Enfin, une aurore aux doigts livides révéla, comme à contre-cœur, le voisinage d’une frégate vers tribord et, vers bâbord, la proximité de trois écueils. Derrière ceux-ci, à un mille marin, une côte se prolongeait.

On évita les rochers à grand’peine. La Sirène pensa même y rester ; mais M. de Cogoulin, voyant l’échouage imminent, ordonna le coup de barre intrépide qui la sauva. Par malheur, le bond que fit le navire jeta par-dessus bord quatre matelots, et, en retombant, son étrave heurta violemment l’étambot de la frégate. Le petit bâtiment s’ouvrit, et l’on eut la douleur de le voir couler bas, sans que la furie des lames permît d’en essayer le sauvetage.

Il était prudent, vu l’insuffisance du gréement, de ne pas s’obstiner contre la nature, et de mesurer le dommage à loisir.

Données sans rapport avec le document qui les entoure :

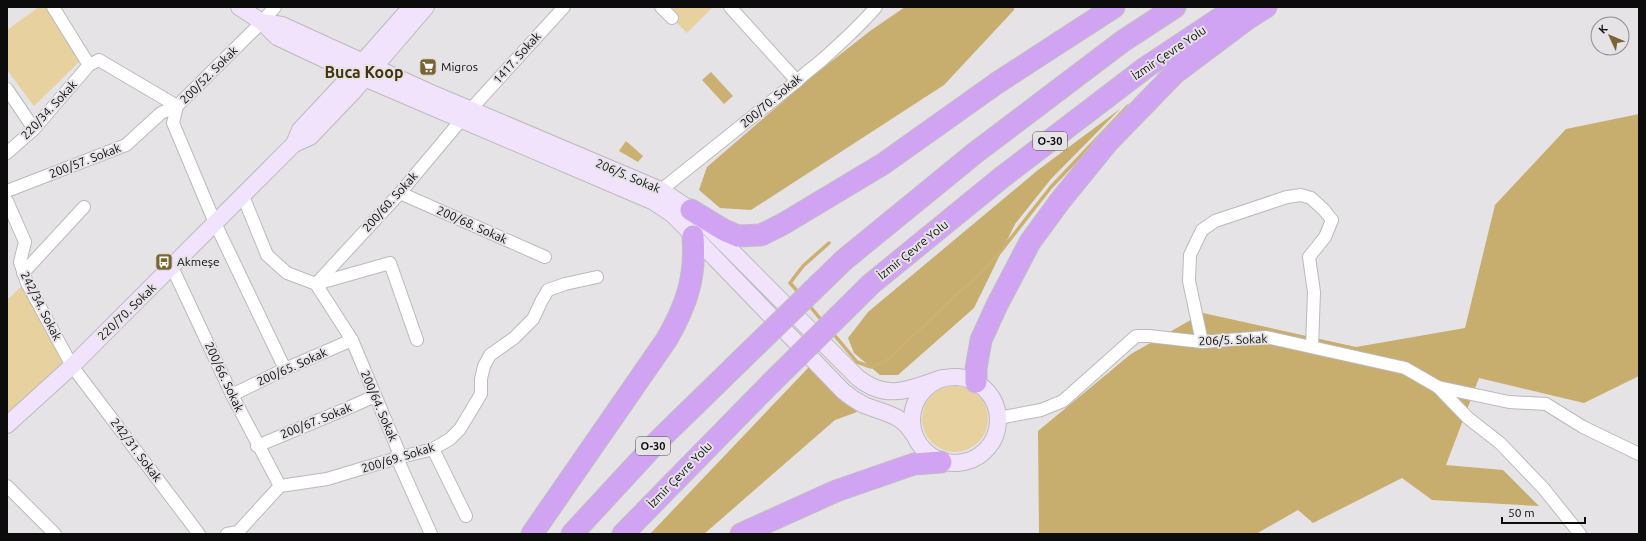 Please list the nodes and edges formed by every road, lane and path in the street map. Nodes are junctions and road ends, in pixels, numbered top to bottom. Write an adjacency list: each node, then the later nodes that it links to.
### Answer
1 (53, 7): 16 (street)
2 (239, 7): 15 (main road, 206/5. Sokak)
3 (275, 7): 15 (street, 200/52. Sokak)
4 (411, 7): 17 (main road)
5 (426, 7): 17 (main road)
6 (564, 7): 21 (street, 1417. Sokak)
7 (661, 7): 14 (street)
8 (730, 7): 18 (street)
9 (876, 7): 18 (street, 200/70. Sokak)
10 (1114, 7): 30 (highway)
11 (1175, 7): 65 (highway, O-30, bridge)
12 (1237, 7): 66 (highway, İzmir Çevre Yolu / O-30, bridge)
13 (1266, 7): 45 (highway)
14 (672, 18)
15 (262, 22): 17 (main road, 206/5. Sokak); 20 (street, 200/52. Sokak)
16 (90, 65): 20 (street, 200/52. Sokak); 22 (street, 220/34. Sokak)
17 (363, 70): 21 (main road, 206/5. Sokak); 27 (main road, 220/70. Sokak)
18 (797, 81): 24 (street, 200/70. Sokak)
19 (7, 89): 22 (street)
20 (177, 106): 25 (street, 200/57. Sokak); 31 (street)
21 (467, 114): 24 (main road, 206/5. Sokak); 26 (street, 200/60. Sokak); 32 (main road, 206/5. Sokak)
22 (34, 129): 23 (street, 220/34. Sokak)
23 (7, 153)
24 (661, 190): 30 (main road, 206/5. Sokak)
25 (7, 191)
26 (400, 192): 33 (street, 200/68. Sokak); 37 (street, 200/60. Sokak)
27 (243, 196): 31 (main road, 220/70. Sokak); 37 (street)
28 (7, 201): 35 (street, 242/34. Sokak)
29 (84, 207): 35 (street)
30 (691, 210): 44 (main road, 206/5. Sokak)
31 (215, 223): 34 (main road, 220/70. Sokak); 43 (street)
32 (693, 236): 51 (main road, 206/5. Sokak); 64 (highway)
33 (545, 257)
34 (172, 267): 42 (main road, 220/70. Sokak); 47 (street, 200/66. Sokak)
35 (23, 273): 42 (street, 242/34. Sokak)
36 (597, 277): 53 (street, 200/69. Sokak)
37 (316, 284): 38 (street, 200/64. Sokak); 39 (street)
38 (352, 340): 43 (street, 200/65. Sokak); 48 (street, 200/64. Sokak)
39 (417, 340)
40 (1202, 342): 41 (street, 206/5. Sokak); 41 (street); 49 (street, 206/5. Sokak)
41 (1312, 347): 46 (street, 206/5. Sokak)
42 (72, 366): 50 (main road, 220/70. Sokak); 61 (street, 242/31. Sokak)
43 (285, 369): 47 (street, 200/65. Sokak)
44 (942, 378): 45 (main road); 51 (main road)
45 (976, 382): 49 (main road)
46 (1438, 387): 54 (street); 68 (street)
47 (232, 395): 52 (street, 200/66. Sokak)
48 (375, 396): 52 (street, 200/67. Sokak); 55 (street, 200/64. Sokak)
49 (998, 418): 56 (main road)
50 (7, 425)
51 (913, 434): 56 (main road)
52 (257, 446): 58 (street, 200/66. Sokak)
53 (433, 449): 55 (street, 200/69. Sokak); 59 (street)
54 (1639, 454)
55 (397, 458): 58 (street, 200/69. Sokak); 63 (street, 200/64. Sokak)
56 (942, 462): 67 (highway)
57 (7, 486): 60 (street)
58 (280, 486): 62 (street)
59 (466, 516)
60 (47, 531)
61 (199, 534)
62 (227, 534)
63 (431, 534)
64 (532, 534)
65 (572, 534)
66 (623, 534)
67 (741, 534)
68 (1580, 534) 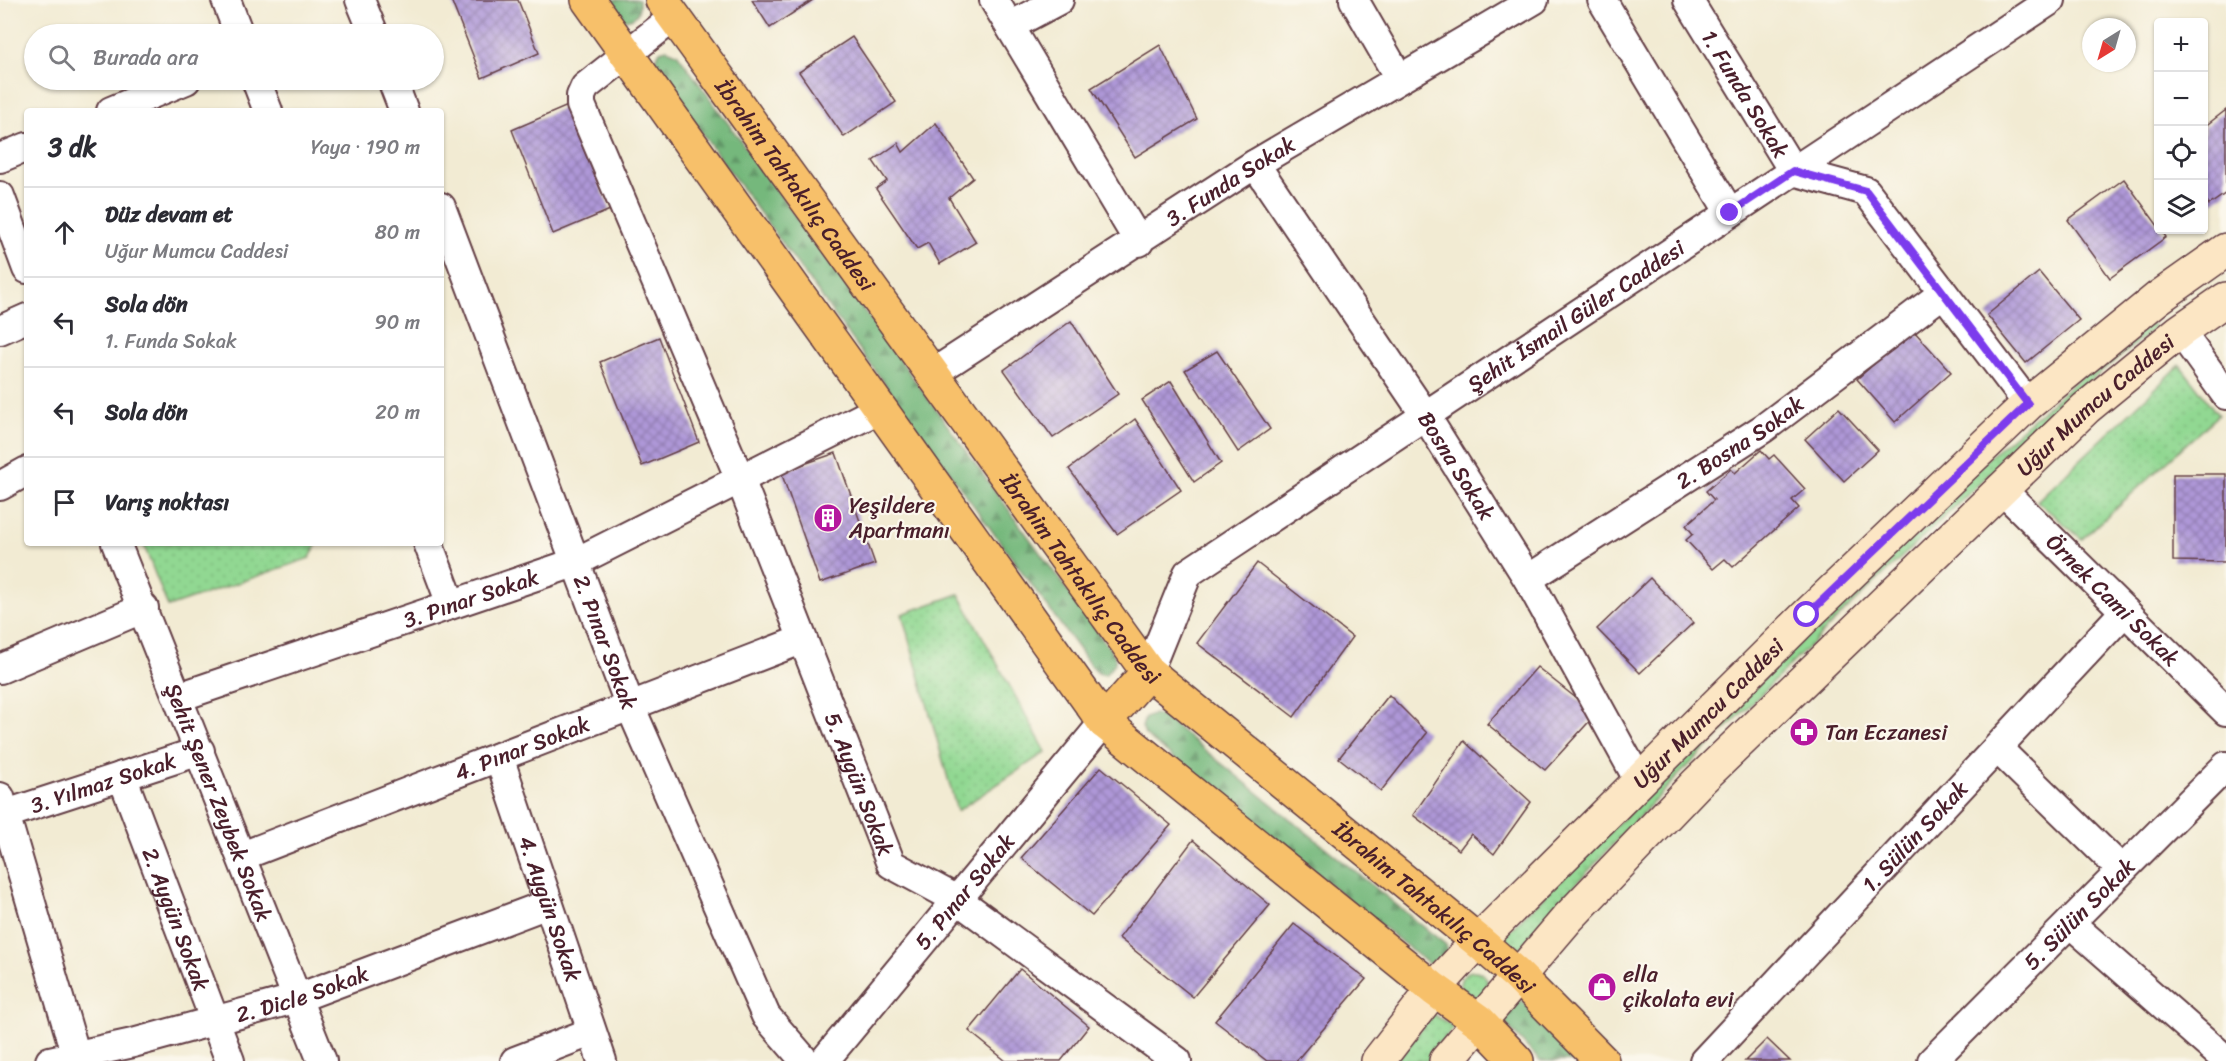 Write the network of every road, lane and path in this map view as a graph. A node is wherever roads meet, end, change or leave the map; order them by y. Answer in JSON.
{"nodes":[{"id":1,"x":226,"y":0,"type":"edge"},
{"id":2,"x":360,"y":0,"type":"edge"},
{"id":3,"x":588,"y":0,"type":"edge"},
{"id":4,"x":994,"y":0,"type":"edge"},
{"id":5,"x":1059,"y":0,"type":"edge"},
{"id":6,"x":1354,"y":0,"type":"edge"},
{"id":7,"x":1533,"y":0,"type":"edge"},
{"id":8,"x":1602,"y":0,"type":"edge"},
{"id":9,"x":1688,"y":0,"type":"edge"},
{"id":10,"x":2042,"y":3,"type":"edge"},
{"id":11,"x":668,"y":8,"type":"edge"},
{"id":12,"x":235,"y":24,"type":"edge"},
{"id":13,"x":370,"y":24,"type":"edge"},
{"id":14,"x":1010,"y":26,"type":"junction"},
{"id":15,"x":628,"y":54,"type":"junction"},
{"id":16,"x":1399,"y":78,"type":"junction"},
{"id":17,"x":162,"y":90,"type":"edge"},
{"id":18,"x":260,"y":90,"type":"edge"},
{"id":19,"x":396,"y":90,"type":"edge"},
{"id":20,"x":118,"y":108,"type":"edge"},
{"id":21,"x":267,"y":108,"type":"edge"},
{"id":22,"x":403,"y":108,"type":"edge"},
{"id":23,"x":24,"y":148,"type":"edge"},
{"id":24,"x":0,"y":158,"type":"edge"},
{"id":25,"x":1255,"y":164,"type":"junction"},
{"id":26,"x":1793,"y":171,"type":"junction"},
{"id":27,"x":0,"y":196,"type":"edge"},
{"id":28,"x":1730,"y":213,"type":"junction"},
{"id":29,"x":444,"y":215,"type":"edge"},
{"id":30,"x":1139,"y":242,"type":"junction"},
{"id":31,"x":2226,"y":250,"type":"edge"},
{"id":32,"x":24,"y":261,"type":"edge"},
{"id":33,"x":1942,"y":294,"type":"junction"},
{"id":34,"x":2158,"y":298,"type":"junction"},
{"id":35,"x":2226,"y":299,"type":"edge"},
{"id":36,"x":24,"y":319,"type":"edge"},
{"id":37,"x":0,"y":330,"type":"edge"},
{"id":38,"x":2180,"y":331,"type":"junction"},
{"id":39,"x":933,"y":373,"type":"junction"},
{"id":40,"x":2226,"y":395,"type":"edge"},
{"id":41,"x":2028,"y":404,"type":"junction"},
{"id":42,"x":879,"y":409,"type":"junction"},
{"id":43,"x":1425,"y":415,"type":"junction"},
{"id":44,"x":24,"y":473,"type":"edge"},
{"id":45,"x":740,"y":479,"type":"junction"},
{"id":46,"x":0,"y":486,"type":"edge"},
{"id":47,"x":2000,"y":488,"type":"junction"},
{"id":48,"x":117,"y":546,"type":"edge"},
{"id":49,"x":429,"y":546,"type":"edge"},
{"id":50,"x":574,"y":563,"type":"junction"},
{"id":51,"x":1528,"y":579,"type":"junction"},
{"id":52,"x":451,"y":604,"type":"junction"},
{"id":53,"x":144,"y":608,"type":"junction"},
{"id":54,"x":2125,"y":611,"type":"junction"},
{"id":55,"x":801,"y":640,"type":"junction"},
{"id":56,"x":0,"y":669,"type":"edge"},
{"id":57,"x":1148,"y":672,"type":"junction"},
{"id":58,"x":179,"y":697,"type":"junction"},
{"id":59,"x":630,"y":706,"type":"junction"},
{"id":60,"x":2226,"y":711,"type":"edge"},
{"id":61,"x":1104,"y":722,"type":"junction"},
{"id":62,"x":1996,"y":748,"type":"junction"},
{"id":63,"x":200,"y":751,"type":"junction"},
{"id":64,"x":499,"y":757,"type":"junction"},
{"id":65,"x":2226,"y":766,"type":"edge"},
{"id":66,"x":122,"y":776,"type":"junction"},
{"id":67,"x":1639,"y":780,"type":"junction"},
{"id":68,"x":3,"y":806,"type":"edge"},
{"id":69,"x":243,"y":856,"type":"junction"},
{"id":70,"x":2122,"y":870,"type":"junction"},
{"id":71,"x":957,"y":900,"type":"junction"},
{"id":72,"x":548,"y":904,"type":"junction"},
{"id":73,"x":2070,"y":923,"type":"junction"},
{"id":74,"x":1478,"y":941,"type":"junction"},
{"id":75,"x":1517,"y":975,"type":"junction"},
{"id":76,"x":1434,"y":989,"type":"junction"},
{"id":77,"x":298,"y":999,"type":"junction"},
{"id":78,"x":214,"y":1020,"type":"junction"},
{"id":79,"x":1480,"y":1022,"type":"junction"},
{"id":80,"x":591,"y":1032,"type":"junction"},
{"id":81,"x":1143,"y":1051,"type":"edge"},
{"id":82,"x":137,"y":1052,"type":"edge"},
{"id":83,"x":63,"y":1058,"type":"edge"},
{"id":84,"x":1935,"y":1060,"type":"edge"},
{"id":85,"x":2226,"y":1060,"type":"edge"},
{"id":86,"x":230,"y":1061,"type":"edge"},
{"id":87,"x":322,"y":1061,"type":"edge"},
{"id":88,"x":515,"y":1061,"type":"edge"},
{"id":89,"x":602,"y":1061,"type":"edge"},
{"id":90,"x":805,"y":1061,"type":"edge"},
{"id":91,"x":824,"y":1061,"type":"edge"},
{"id":92,"x":1177,"y":1061,"type":"edge"},
{"id":93,"x":1378,"y":1061,"type":"edge"},
{"id":94,"x":1446,"y":1061,"type":"edge"},
{"id":95,"x":1517,"y":1061,"type":"edge"},
{"id":96,"x":1602,"y":1061,"type":"edge"},
{"id":97,"x":1704,"y":1061,"type":"edge"}],
"edges":[{"from":1,"to":12,"type":"street"},
{"from":2,"to":13,"type":"street"},
{"from":3,"to":15,"type":"main road"},
{"from":4,"to":14,"type":"street"},
{"from":5,"to":14,"type":"street"},
{"from":6,"to":16,"type":"street"},
{"from":7,"to":16,"type":"street","name":"3. Funda Sokak"},
{"from":8,"to":28,"type":"street"},
{"from":9,"to":26,"type":"street","name":"1. Funda Sokak"},
{"from":10,"to":26,"type":"street","name":"Şehit İsmail Güler Caddesi"},
{"from":11,"to":15,"type":"street","name":"5. Aygün Sokak"},
{"from":11,"to":39,"type":"main road","name":"İbrahim Tahtakılıç Caddesi"},
{"from":14,"to":30,"type":"street"},
{"from":15,"to":42,"type":"main road"},
{"from":15,"to":45,"type":"street","name":"5. Aygün Sokak"},
{"from":16,"to":25,"type":"street","name":"3. Funda Sokak"},
{"from":17,"to":20,"type":"street"},
{"from":18,"to":21,"type":"street"},
{"from":19,"to":22,"type":"street"},
{"from":23,"to":24,"type":"street"},
{"from":25,"to":30,"type":"street","name":"3. Funda Sokak"},
{"from":25,"to":43,"type":"street","name":"Bosna Sokak"},
{"from":26,"to":28,"type":"street","name":"Şehit İsmail Güler Caddesi"},
{"from":26,"to":33,"type":"street","name":"1. Funda Sokak"},
{"from":27,"to":32,"type":"street"},
{"from":28,"to":43,"type":"street","name":"Şehit İsmail Güler Caddesi"},
{"from":29,"to":50,"type":"street","name":"2. Pınar Sokak"},
{"from":30,"to":39,"type":"street","name":"3. Funda Sokak"},
{"from":31,"to":34,"type":"street","name":"Uğur Mumcu Caddesi"},
{"from":33,"to":41,"type":"street","name":"1. Funda Sokak"},
{"from":33,"to":51,"type":"street","name":"2. Bosna Sokak"},
{"from":34,"to":38,"type":"street"},
{"from":34,"to":41,"type":"street","name":"Uğur Mumcu Caddesi"},
{"from":35,"to":38,"type":"street","name":"Uğur Mumcu Caddesi"},
{"from":36,"to":37,"type":"street"},
{"from":38,"to":40,"type":"street"},
{"from":38,"to":47,"type":"street","name":"Uğur Mumcu Caddesi"},
{"from":39,"to":57,"type":"main road","name":"İbrahim Tahtakılıç Caddesi"},
{"from":41,"to":67,"type":"street","name":"Uğur Mumcu Caddesi"},
{"from":42,"to":45,"type":"street","name":"3. Pınar Sokak"},
{"from":42,"to":61,"type":"main road"},
{"from":43,"to":51,"type":"street","name":"Bosna Sokak"},
{"from":43,"to":57,"type":"street","name":"Şehit İsmail Güler Caddesi"},
{"from":44,"to":46,"type":"street"},
{"from":45,"to":50,"type":"street","name":"3. Pınar Sokak"},
{"from":45,"to":55,"type":"street","name":"5. Aygün Sokak"},
{"from":47,"to":54,"type":"street","name":"Örnek Cami Sokak"},
{"from":47,"to":75,"type":"street","name":"Uğur Mumcu Caddesi"},
{"from":48,"to":53,"type":"street","name":"Şehit Şener Zeybek Sokak"},
{"from":49,"to":52,"type":"street"},
{"from":50,"to":52,"type":"street","name":"3. Pınar Sokak"},
{"from":50,"to":59,"type":"street","name":"2. Pınar Sokak"},
{"from":51,"to":67,"type":"street","name":"Bosna Sokak"},
{"from":52,"to":58,"type":"street","name":"3. Pınar Sokak"},
{"from":53,"to":56,"type":"street"},
{"from":53,"to":58,"type":"street","name":"Şehit Şener Zeybek Sokak"},
{"from":54,"to":60,"type":"street","name":"Örnek Cami Sokak"},
{"from":54,"to":62,"type":"street","name":"1. Sülün Sokak"},
{"from":55,"to":59,"type":"street","name":"4. Pınar Sokak"},
{"from":55,"to":71,"type":"street","name":"5. Aygün Sokak"},
{"from":57,"to":61,"type":"main road"},
{"from":57,"to":74,"type":"main road","name":"İbrahim Tahtakılıç Caddesi"},
{"from":58,"to":63,"type":"street","name":"Şehit Şener Zeybek Sokak"},
{"from":59,"to":64,"type":"street","name":"4. Pınar Sokak"},
{"from":59,"to":90,"type":"street","name":"2. Pınar Sokak"},
{"from":61,"to":71,"type":"street","name":"5. Pınar Sokak"},
{"from":61,"to":76,"type":"main road"},
{"from":62,"to":70,"type":"street"},
{"from":62,"to":97,"type":"street","name":"1. Sülün Sokak"},
{"from":63,"to":66,"type":"street","name":"3. Yılmaz Sokak"},
{"from":63,"to":69,"type":"street","name":"Şehit Şener Zeybek Sokak"},
{"from":64,"to":69,"type":"street","name":"4. Pınar Sokak"},
{"from":64,"to":72,"type":"street","name":"4. Aygün Sokak"},
{"from":65,"to":70,"type":"street","name":"5. Sülün Sokak"},
{"from":66,"to":68,"type":"street","name":"3. Yılmaz Sokak"},
{"from":66,"to":78,"type":"street","name":"2. Aygün Sokak"},
{"from":67,"to":74,"type":"street","name":"Uğur Mumcu Caddesi"},
{"from":68,"to":83,"type":"street"},
{"from":69,"to":77,"type":"street","name":"Şehit Şener Zeybek Sokak"},
{"from":70,"to":73,"type":"street","name":"5. Sülün Sokak"},
{"from":71,"to":81,"type":"street","name":"5. Aygün Sokak"},
{"from":71,"to":91,"type":"street","name":"5. Pınar Sokak"},
{"from":72,"to":77,"type":"street","name":"2. Dicle Sokak"},
{"from":72,"to":80,"type":"street","name":"4. Aygün Sokak"},
{"from":73,"to":84,"type":"street","name":"5. Sülün Sokak"},
{"from":73,"to":85,"type":"street"},
{"from":74,"to":75,"type":"main road","name":"İbrahim Tahtakılıç Caddesi"},
{"from":74,"to":76,"type":"street","name":"Uğur Mumcu Caddesi"},
{"from":75,"to":79,"type":"street","name":"Uğur Mumcu Caddesi"},
{"from":75,"to":96,"type":"main road","name":"İbrahim Tahtakılıç Caddesi"},
{"from":76,"to":79,"type":"main road"},
{"from":76,"to":93,"type":"street","name":"Uğur Mumcu Caddesi"},
{"from":77,"to":78,"type":"street","name":"2. Dicle Sokak"},
{"from":77,"to":87,"type":"street","name":"Şehit Şener Zeybek Sokak"},
{"from":78,"to":82,"type":"street","name":"2. Dicle Sokak"},
{"from":78,"to":86,"type":"street","name":"2. Aygün Sokak"},
{"from":79,"to":94,"type":"street","name":"Uğur Mumcu Caddesi"},
{"from":79,"to":95,"type":"main road"},
{"from":80,"to":88,"type":"street"},
{"from":80,"to":89,"type":"street","name":"4. Aygün Sokak"},
{"from":81,"to":92,"type":"street","name":"5. Aygün Sokak"},
{"from":82,"to":83,"type":"street","name":"2. Dicle Sokak"}]}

Le cap fut donc mis sur la terre. On fit le point : ceci se passait à la hauteur de Caprée, en face du golfe de Salerne, et les trois îlots étaient les Petites Bouches.

Au bout d’une heure, les vaisseaux, alignés, mouillaient dans une anse paisible, la proue tournée vers la haute mer ; et leurs capitaines, embarqués dans un canot, pouvaient en faire le tour et visiter l’éperon défoncé de la Sirène.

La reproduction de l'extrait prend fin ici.